ÇOCUKLAR NASIL ENFEKTE OLUR?
Milliyet'ten Eren Koca'nın haberine göre; Çocuklarda HIV enfeksiyonlarının yüzde 90’ından fazlası, virüsün HIV ile yaşayan bir anneden bebeğine hamilelik, doğum veya emzirme sırasında geçmesiyle oluşan anne-çocuk bulaşmasından kaynaklanır. Bu bulaşma biçiminin riski, annenin HIV enfeksiyonunun ciddiyetine doğrudan bağlı olarak artar.
NASIL ÖNLENEBİLİR?
HIV’in anneden çocuğa bulaşmasını (PMTCT) önlemenin en etkili yöntemi, HIV pozitif hamilelere gecikmeden antiretroviral tedavi (ART) başlatmaktır.

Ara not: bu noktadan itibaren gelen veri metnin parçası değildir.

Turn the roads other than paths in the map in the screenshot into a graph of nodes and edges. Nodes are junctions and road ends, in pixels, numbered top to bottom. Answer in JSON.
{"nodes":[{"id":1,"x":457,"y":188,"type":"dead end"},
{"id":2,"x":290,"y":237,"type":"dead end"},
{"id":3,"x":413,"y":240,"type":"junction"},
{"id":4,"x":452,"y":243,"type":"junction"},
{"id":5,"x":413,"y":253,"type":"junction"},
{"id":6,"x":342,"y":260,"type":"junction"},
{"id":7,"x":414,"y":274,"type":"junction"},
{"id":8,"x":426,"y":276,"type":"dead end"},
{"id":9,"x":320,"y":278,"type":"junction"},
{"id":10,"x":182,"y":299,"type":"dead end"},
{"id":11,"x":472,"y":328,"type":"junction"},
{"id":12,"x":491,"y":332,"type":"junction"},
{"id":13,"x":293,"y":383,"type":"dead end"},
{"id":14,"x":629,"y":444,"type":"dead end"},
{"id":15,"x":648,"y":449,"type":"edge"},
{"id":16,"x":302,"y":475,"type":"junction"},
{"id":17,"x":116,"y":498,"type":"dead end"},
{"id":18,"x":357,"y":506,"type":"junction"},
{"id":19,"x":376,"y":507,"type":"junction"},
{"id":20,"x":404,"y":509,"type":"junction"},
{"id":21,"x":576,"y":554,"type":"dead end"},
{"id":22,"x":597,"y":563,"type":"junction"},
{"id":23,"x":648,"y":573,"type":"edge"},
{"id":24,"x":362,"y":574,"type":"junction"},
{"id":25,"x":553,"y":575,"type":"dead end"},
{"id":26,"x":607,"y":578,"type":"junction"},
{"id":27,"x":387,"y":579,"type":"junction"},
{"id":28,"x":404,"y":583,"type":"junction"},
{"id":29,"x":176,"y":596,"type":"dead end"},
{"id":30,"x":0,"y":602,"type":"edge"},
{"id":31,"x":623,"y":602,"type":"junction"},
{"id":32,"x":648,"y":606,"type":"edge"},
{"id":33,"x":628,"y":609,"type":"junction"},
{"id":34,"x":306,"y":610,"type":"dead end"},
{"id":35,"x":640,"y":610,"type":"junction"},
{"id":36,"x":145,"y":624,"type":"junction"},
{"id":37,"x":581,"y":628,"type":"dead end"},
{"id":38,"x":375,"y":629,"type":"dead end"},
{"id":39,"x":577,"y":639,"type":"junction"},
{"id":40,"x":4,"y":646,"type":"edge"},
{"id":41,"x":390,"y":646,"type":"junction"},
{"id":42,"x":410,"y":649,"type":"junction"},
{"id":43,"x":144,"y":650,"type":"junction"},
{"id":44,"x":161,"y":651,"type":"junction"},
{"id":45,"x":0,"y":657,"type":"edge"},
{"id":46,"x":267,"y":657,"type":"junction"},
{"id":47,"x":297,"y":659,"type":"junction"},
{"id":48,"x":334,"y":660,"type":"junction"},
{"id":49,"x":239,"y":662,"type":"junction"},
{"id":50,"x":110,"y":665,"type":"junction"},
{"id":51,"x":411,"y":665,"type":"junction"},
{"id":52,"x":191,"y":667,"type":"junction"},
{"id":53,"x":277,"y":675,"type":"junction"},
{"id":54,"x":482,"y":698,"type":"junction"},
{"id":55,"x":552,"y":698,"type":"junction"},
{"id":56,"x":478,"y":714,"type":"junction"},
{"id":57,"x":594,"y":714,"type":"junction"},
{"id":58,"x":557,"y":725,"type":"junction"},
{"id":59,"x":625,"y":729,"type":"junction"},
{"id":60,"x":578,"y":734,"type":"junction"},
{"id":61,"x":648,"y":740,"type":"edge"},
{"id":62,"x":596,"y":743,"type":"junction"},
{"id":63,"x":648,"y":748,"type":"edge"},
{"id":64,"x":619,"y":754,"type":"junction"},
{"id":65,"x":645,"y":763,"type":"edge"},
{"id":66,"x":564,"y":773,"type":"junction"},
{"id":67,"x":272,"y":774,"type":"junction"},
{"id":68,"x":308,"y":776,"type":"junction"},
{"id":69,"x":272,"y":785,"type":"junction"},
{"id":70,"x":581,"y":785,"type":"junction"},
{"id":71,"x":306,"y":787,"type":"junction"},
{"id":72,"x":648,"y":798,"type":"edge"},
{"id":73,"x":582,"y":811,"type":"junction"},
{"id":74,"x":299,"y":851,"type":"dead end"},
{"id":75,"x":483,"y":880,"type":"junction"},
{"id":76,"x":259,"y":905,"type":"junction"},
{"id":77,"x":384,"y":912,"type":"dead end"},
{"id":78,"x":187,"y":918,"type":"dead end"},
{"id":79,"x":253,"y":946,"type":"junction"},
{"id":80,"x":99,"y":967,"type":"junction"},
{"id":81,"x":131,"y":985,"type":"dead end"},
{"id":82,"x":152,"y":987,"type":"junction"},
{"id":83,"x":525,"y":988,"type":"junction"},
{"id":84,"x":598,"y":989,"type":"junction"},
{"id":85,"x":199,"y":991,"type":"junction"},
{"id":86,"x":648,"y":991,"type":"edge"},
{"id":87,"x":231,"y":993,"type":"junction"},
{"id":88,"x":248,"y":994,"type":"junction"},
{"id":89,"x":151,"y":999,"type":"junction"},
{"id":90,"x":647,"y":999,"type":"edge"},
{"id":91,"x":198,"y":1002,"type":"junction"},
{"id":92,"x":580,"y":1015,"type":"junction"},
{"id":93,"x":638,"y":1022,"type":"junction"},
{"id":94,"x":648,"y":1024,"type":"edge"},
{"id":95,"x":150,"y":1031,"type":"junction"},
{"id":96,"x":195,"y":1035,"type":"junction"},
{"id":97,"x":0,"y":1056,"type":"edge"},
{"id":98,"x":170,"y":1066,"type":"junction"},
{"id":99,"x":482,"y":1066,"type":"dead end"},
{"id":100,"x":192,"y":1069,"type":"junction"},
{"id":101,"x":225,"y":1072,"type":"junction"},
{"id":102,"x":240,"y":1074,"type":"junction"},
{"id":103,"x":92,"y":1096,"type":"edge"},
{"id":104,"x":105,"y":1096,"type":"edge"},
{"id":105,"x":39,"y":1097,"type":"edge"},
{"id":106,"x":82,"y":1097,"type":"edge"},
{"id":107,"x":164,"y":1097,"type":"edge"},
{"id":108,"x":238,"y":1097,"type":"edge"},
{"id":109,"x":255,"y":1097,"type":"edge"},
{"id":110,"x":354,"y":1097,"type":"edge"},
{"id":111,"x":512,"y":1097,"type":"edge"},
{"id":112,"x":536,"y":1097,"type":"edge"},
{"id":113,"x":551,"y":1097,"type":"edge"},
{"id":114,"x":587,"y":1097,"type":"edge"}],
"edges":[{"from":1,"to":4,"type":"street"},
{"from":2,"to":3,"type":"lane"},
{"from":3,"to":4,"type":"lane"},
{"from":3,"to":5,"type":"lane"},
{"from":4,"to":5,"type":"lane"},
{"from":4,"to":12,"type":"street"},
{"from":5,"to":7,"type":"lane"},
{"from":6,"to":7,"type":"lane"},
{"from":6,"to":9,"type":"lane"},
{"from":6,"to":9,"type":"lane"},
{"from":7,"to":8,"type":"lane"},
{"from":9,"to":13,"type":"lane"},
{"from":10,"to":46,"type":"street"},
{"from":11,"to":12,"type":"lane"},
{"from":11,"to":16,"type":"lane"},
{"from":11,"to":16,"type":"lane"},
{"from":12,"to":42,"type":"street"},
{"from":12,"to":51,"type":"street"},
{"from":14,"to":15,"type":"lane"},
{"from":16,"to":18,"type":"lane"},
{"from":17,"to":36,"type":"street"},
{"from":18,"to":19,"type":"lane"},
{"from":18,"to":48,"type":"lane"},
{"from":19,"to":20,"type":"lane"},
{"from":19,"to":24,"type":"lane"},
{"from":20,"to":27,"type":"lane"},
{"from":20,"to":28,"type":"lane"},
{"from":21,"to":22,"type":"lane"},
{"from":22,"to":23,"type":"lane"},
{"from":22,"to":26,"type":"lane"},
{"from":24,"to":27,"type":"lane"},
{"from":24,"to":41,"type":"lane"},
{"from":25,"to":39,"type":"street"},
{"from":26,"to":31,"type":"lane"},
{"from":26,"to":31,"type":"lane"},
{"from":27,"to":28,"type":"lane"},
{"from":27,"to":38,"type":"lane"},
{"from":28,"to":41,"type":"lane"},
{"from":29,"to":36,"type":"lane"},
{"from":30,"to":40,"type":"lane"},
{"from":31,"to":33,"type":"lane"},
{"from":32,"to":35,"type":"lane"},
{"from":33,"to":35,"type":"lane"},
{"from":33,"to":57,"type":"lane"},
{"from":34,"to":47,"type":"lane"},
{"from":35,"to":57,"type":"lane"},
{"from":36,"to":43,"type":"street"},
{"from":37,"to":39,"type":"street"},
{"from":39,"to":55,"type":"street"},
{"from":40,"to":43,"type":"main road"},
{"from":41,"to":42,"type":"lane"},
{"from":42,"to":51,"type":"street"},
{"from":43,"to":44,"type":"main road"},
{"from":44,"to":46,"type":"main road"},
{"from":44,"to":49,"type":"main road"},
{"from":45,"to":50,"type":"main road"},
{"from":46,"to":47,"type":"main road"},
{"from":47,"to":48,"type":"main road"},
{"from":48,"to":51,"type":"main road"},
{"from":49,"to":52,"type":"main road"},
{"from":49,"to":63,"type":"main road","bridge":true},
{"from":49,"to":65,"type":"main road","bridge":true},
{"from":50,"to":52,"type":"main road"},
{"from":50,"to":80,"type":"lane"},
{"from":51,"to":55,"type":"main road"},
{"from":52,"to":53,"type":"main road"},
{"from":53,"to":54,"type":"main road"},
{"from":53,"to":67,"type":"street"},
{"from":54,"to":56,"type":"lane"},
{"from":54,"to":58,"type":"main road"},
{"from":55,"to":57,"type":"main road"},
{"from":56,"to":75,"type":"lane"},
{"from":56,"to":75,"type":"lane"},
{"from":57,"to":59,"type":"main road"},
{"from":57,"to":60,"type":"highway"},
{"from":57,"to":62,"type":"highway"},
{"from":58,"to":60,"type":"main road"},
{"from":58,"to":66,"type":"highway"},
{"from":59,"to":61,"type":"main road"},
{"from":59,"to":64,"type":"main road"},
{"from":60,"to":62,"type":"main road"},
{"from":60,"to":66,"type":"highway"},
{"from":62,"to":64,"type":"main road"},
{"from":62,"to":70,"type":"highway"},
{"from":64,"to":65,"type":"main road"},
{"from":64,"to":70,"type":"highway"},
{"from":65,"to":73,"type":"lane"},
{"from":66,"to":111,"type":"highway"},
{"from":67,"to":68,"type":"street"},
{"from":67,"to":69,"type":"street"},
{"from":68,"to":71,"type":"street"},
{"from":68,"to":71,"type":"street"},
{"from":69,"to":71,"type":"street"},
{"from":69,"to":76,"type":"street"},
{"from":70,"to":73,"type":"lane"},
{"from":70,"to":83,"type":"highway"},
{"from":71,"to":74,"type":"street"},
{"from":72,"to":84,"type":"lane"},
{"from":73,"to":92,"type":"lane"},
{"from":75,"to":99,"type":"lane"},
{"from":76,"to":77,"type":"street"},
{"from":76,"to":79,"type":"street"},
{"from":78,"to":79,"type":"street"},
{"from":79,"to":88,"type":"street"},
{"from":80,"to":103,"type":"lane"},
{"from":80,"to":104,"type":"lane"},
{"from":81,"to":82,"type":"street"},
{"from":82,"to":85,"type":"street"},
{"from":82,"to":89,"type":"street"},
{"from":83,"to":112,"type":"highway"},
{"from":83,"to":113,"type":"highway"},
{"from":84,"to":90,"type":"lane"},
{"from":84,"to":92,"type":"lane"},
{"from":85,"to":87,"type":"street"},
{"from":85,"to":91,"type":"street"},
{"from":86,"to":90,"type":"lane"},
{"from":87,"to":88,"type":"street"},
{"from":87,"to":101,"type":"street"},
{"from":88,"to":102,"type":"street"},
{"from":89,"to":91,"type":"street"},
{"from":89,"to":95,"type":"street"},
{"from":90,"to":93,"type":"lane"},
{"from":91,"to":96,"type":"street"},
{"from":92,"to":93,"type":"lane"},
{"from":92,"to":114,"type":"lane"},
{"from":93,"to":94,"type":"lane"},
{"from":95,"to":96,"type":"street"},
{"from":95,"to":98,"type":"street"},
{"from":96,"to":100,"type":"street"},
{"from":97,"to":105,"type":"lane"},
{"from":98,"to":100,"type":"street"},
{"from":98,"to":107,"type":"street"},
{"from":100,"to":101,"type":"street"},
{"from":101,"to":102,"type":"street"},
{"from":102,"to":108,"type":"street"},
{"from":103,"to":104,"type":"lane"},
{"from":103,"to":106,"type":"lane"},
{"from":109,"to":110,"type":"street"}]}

ART, annenin kan dolaşımındaki viral seviyeleri azaltır, böylece enfeksiyonu bebeğine bulaştırma riski azalır. ART ayrıca çocuğa doğumdan önce ve sonra uygulanmalıdır.
‘ŞÜPHELENME, TEŞHİS ÖNEMLİ’
Enfeksiyon Hastalıkları Derneği Başkanı Prof. Dr. Mehmet Ceyhan: “2014’te 154 vakaydı. Şimdi 200 civarında. Son 5-6 yıldır çocuk vakalarda tedrici bir artış var. Yetişkinlerdeki AIDS artışına paralel olarak çocuk vakaları da artıyor. Tanı koymak için şüphelenmek lazım. Şüphelenilmiyor çocuk vakalarda. Onun için test sayısı azalıyor. Önemli olan ailelerin ya da hekimlerin şüphelenip test istemesi. Çünkü AIDS hastalığı bazen çok sinsi seyrediyor ama bağışıklık sisteminin çökmesine bağlı olarak ağır da gelişebiliyor. AIDS ile ilgili eğitim lazım. Ancak 5 dakikada baktığınız hastada AIDS düşünüp test yapamazsınız. Bu vakaların iyice değerlendirilmesi lazım ki AIDS’ten şüphelenilsin. Daha fazla test yapılması için sağlık merkezlerinin uyarılması lazım. AIDS tanısı koymak zor değil. Tanının üzerinde durulmalı.”